One amazing feature is the automated recognition of road signs that are then displayed on the dashboard or projected on the windscreen (on more expensive cars).
This is great because it improves safety.
Another surprising (for non techies) add-on is the pedestrians recognition and consequent automated braking if the car detects someone in middle of the road. Again, excellent help to safe lives.
All of these solutions were discussed, designed, funded between the end of the 90s and the beginning of the 00s. I remember to have seen an experiment with a toy train that was equipped with a mini camera and a processing unit to make the machine learn a series of different road signs and recognise them. It was the year 2002.
After 15 years it is shown as a great feature available also on city cars.
Some questions then come to my mind. Of course some time is needed to think, design, test and implement technological solutions. Some of them also need being standardised and this process takes time.
A new car from concept to commercialisation takes about 36 months.
European projects need years from the concept idea, the proposal writing, the proposal evaluation and (successful) funds allocation to kick off the project. Then the project takes 3 to 4 years to fullfil its goals, which means about 5-6 years since the original idea.

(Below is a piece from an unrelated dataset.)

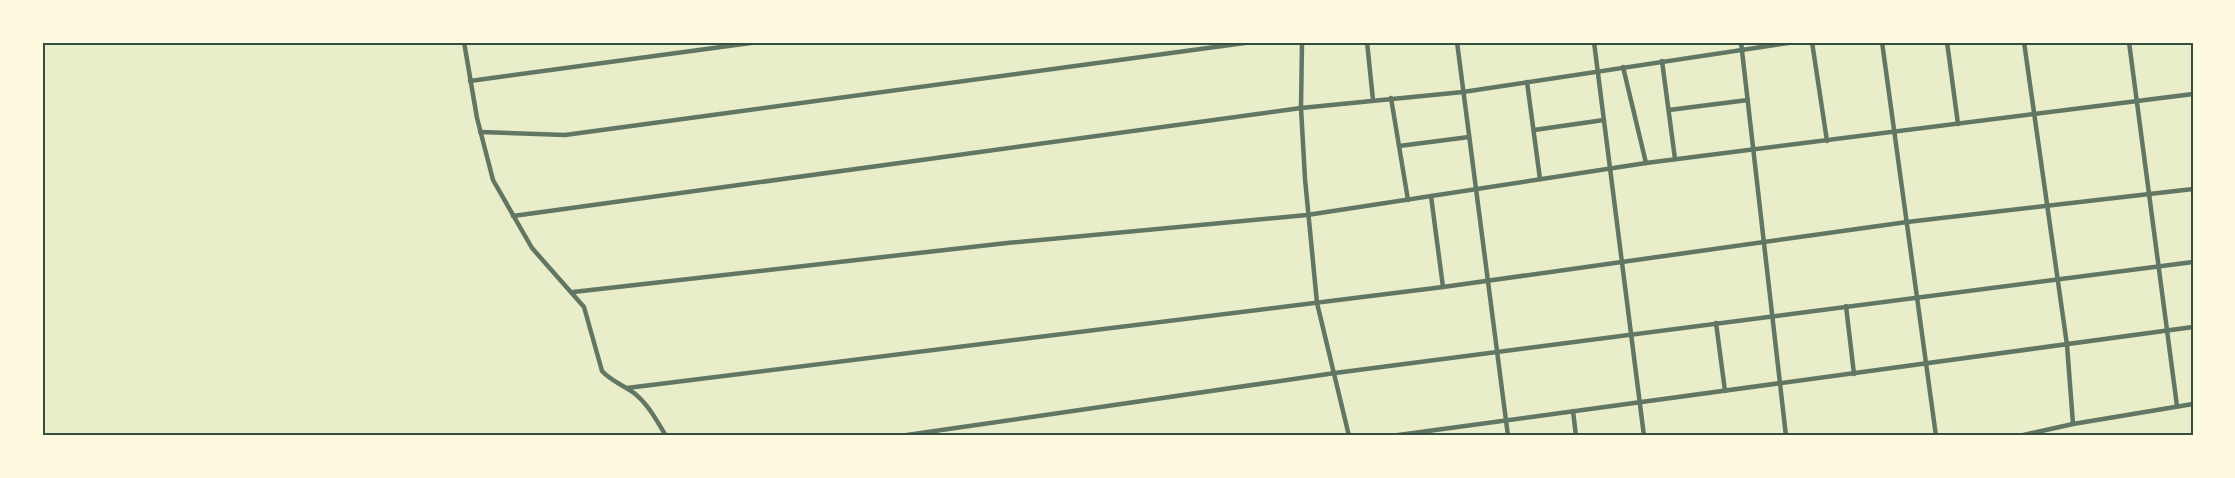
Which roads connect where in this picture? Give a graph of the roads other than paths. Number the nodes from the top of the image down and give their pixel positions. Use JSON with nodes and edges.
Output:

So the philosophical question is: what we consider present isn't actually the results of a set of actions happened in the past? This means that what is now brand-new and "innovative" actually it was innovative when it was conceived and now it could be considered old if compared with the current state of the art.
This is more perceivable with computers, software TV sets and smartphones whose life cycle is shorter but the basic concept is the same: do we live in the present or in an updated past?
I am a bit confused. What about you?